Which lines of the data contain the string "Ohiievskoho"? Copy every one of them.
+++ Input records
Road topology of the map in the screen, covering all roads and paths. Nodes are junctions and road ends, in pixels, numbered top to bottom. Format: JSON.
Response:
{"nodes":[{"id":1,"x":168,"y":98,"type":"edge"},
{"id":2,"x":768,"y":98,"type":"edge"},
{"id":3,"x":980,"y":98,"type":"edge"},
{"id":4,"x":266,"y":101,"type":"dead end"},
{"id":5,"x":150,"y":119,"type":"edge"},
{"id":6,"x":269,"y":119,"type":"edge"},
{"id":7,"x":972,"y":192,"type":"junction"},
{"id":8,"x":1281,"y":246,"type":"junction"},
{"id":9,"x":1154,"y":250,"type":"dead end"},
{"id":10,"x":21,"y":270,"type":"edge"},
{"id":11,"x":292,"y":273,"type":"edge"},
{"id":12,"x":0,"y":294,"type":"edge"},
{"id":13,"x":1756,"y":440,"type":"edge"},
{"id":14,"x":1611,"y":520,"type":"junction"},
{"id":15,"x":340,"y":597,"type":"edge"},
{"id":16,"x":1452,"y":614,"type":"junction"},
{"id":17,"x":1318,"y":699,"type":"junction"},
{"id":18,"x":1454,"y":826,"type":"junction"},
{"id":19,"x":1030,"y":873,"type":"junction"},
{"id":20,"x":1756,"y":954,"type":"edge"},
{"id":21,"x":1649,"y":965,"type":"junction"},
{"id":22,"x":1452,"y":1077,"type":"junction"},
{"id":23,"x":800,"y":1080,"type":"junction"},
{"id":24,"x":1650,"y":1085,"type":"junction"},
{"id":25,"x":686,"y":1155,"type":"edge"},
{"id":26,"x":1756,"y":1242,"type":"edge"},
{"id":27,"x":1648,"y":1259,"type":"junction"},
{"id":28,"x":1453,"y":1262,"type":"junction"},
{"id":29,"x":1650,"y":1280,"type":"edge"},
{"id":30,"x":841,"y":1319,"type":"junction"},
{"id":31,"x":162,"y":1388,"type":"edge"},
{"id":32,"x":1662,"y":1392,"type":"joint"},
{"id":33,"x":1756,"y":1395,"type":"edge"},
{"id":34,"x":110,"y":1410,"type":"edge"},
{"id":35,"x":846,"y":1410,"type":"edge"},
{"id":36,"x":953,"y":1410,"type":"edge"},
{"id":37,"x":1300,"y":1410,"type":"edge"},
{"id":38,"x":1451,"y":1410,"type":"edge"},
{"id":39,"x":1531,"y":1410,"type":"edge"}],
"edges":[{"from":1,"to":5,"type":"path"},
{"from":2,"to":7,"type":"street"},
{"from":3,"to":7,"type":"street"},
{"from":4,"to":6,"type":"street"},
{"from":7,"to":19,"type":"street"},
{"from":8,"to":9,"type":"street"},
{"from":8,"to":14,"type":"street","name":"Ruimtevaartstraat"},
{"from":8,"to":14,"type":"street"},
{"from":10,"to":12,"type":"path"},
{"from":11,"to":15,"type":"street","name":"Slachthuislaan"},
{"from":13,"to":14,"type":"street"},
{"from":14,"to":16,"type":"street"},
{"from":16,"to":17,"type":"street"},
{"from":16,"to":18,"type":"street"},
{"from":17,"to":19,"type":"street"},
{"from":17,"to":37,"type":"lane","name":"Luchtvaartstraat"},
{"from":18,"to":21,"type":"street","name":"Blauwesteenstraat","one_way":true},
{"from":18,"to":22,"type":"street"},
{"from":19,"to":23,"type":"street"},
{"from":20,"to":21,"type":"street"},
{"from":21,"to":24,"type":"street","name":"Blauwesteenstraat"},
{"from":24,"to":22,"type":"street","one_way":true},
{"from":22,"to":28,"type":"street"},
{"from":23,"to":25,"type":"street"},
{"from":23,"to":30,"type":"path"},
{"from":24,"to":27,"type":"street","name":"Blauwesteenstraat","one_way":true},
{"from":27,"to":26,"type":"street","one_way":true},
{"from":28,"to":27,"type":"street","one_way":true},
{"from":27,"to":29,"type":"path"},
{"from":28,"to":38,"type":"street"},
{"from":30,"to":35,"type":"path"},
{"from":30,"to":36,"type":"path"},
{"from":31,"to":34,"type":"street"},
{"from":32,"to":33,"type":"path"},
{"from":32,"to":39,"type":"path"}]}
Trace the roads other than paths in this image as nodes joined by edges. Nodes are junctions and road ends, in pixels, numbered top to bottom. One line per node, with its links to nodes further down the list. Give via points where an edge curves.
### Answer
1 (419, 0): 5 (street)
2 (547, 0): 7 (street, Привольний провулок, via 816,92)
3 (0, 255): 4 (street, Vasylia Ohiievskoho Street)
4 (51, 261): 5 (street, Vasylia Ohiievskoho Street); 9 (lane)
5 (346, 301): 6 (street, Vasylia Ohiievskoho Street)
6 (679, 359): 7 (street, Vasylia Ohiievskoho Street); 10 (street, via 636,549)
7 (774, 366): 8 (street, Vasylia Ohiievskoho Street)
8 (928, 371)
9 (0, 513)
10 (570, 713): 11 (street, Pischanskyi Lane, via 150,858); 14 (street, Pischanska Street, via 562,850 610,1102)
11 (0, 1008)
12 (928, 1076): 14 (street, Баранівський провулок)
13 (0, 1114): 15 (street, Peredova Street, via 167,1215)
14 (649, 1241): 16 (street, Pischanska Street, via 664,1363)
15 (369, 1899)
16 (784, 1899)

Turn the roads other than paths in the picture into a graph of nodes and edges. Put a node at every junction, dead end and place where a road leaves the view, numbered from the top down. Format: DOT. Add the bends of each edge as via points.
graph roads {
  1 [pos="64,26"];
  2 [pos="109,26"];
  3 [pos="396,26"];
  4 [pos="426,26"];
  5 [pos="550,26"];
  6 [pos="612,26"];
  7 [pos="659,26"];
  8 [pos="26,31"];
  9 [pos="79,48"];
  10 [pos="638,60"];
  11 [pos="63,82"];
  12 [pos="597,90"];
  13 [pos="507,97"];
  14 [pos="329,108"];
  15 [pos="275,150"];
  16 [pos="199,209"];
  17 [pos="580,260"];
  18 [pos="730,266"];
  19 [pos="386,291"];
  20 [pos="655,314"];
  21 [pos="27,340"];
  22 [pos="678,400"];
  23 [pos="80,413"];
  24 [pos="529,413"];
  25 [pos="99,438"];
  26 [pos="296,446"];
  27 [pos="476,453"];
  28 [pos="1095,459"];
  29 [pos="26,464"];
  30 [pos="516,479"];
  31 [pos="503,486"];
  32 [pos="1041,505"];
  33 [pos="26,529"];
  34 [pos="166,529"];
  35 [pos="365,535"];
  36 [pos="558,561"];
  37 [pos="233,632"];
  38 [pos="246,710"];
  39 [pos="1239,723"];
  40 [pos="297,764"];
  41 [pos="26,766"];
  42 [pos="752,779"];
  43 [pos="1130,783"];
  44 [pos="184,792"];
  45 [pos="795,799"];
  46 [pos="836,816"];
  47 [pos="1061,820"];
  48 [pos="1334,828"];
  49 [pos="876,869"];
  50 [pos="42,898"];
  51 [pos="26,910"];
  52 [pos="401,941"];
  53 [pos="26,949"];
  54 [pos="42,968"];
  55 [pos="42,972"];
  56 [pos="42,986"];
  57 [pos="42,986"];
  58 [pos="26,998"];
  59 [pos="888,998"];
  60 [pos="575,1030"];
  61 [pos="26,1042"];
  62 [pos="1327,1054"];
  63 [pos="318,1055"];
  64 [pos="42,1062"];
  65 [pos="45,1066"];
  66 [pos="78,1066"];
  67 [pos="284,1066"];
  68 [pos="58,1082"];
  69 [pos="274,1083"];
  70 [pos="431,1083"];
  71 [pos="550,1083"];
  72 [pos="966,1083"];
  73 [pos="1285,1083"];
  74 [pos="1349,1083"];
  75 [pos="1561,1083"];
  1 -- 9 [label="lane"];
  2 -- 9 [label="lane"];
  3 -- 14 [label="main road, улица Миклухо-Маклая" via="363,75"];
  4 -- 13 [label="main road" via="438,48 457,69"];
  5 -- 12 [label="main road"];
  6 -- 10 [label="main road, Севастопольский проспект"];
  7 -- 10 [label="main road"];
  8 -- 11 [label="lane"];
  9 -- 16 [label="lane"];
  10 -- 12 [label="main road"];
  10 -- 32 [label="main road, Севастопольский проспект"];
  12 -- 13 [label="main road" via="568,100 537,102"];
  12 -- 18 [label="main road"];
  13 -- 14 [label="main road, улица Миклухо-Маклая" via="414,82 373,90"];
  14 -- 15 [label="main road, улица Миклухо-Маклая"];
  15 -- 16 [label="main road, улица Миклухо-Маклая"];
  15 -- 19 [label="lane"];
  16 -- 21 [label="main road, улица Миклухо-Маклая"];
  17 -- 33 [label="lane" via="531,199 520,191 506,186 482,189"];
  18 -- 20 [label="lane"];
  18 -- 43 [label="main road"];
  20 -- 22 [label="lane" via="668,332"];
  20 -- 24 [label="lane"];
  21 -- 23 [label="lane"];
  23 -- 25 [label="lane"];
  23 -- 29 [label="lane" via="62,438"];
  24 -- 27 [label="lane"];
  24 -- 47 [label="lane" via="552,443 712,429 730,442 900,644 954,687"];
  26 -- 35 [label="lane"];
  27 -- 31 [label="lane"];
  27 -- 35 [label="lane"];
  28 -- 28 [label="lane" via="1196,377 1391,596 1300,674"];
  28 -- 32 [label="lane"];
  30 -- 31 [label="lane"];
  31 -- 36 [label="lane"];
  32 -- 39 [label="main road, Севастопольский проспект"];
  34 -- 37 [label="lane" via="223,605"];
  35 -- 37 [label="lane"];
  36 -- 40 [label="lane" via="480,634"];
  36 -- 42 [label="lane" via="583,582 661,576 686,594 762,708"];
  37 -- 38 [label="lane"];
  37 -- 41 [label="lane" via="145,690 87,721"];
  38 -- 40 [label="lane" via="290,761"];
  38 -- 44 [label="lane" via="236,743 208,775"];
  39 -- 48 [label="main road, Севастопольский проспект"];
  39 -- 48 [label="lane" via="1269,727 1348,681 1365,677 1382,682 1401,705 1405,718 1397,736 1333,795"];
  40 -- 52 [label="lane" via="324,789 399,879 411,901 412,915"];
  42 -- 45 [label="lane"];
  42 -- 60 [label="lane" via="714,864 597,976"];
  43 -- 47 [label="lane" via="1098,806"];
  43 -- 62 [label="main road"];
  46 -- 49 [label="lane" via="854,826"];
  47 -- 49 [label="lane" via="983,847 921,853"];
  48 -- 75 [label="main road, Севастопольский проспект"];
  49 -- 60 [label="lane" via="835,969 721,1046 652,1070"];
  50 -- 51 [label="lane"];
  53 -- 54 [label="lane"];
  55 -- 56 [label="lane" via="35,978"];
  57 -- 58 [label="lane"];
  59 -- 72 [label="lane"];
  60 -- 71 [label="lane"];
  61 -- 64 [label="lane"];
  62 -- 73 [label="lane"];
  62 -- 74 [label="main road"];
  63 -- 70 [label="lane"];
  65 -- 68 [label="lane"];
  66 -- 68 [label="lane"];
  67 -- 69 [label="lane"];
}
++++++
**Task result:**
3 (0, 255): 4 (street, Vasylia Ohiievskoho Street)
4 (51, 261): 5 (street, Vasylia Ohiievskoho Street); 9 (lane)
5 (346, 301): 6 (street, Vasylia Ohiievskoho Street)
6 (679, 359): 7 (street, Vasylia Ohiievskoho Street); 10 (street, via 636,549)
7 (774, 366): 8 (street, Vasylia Ohiievskoho Street)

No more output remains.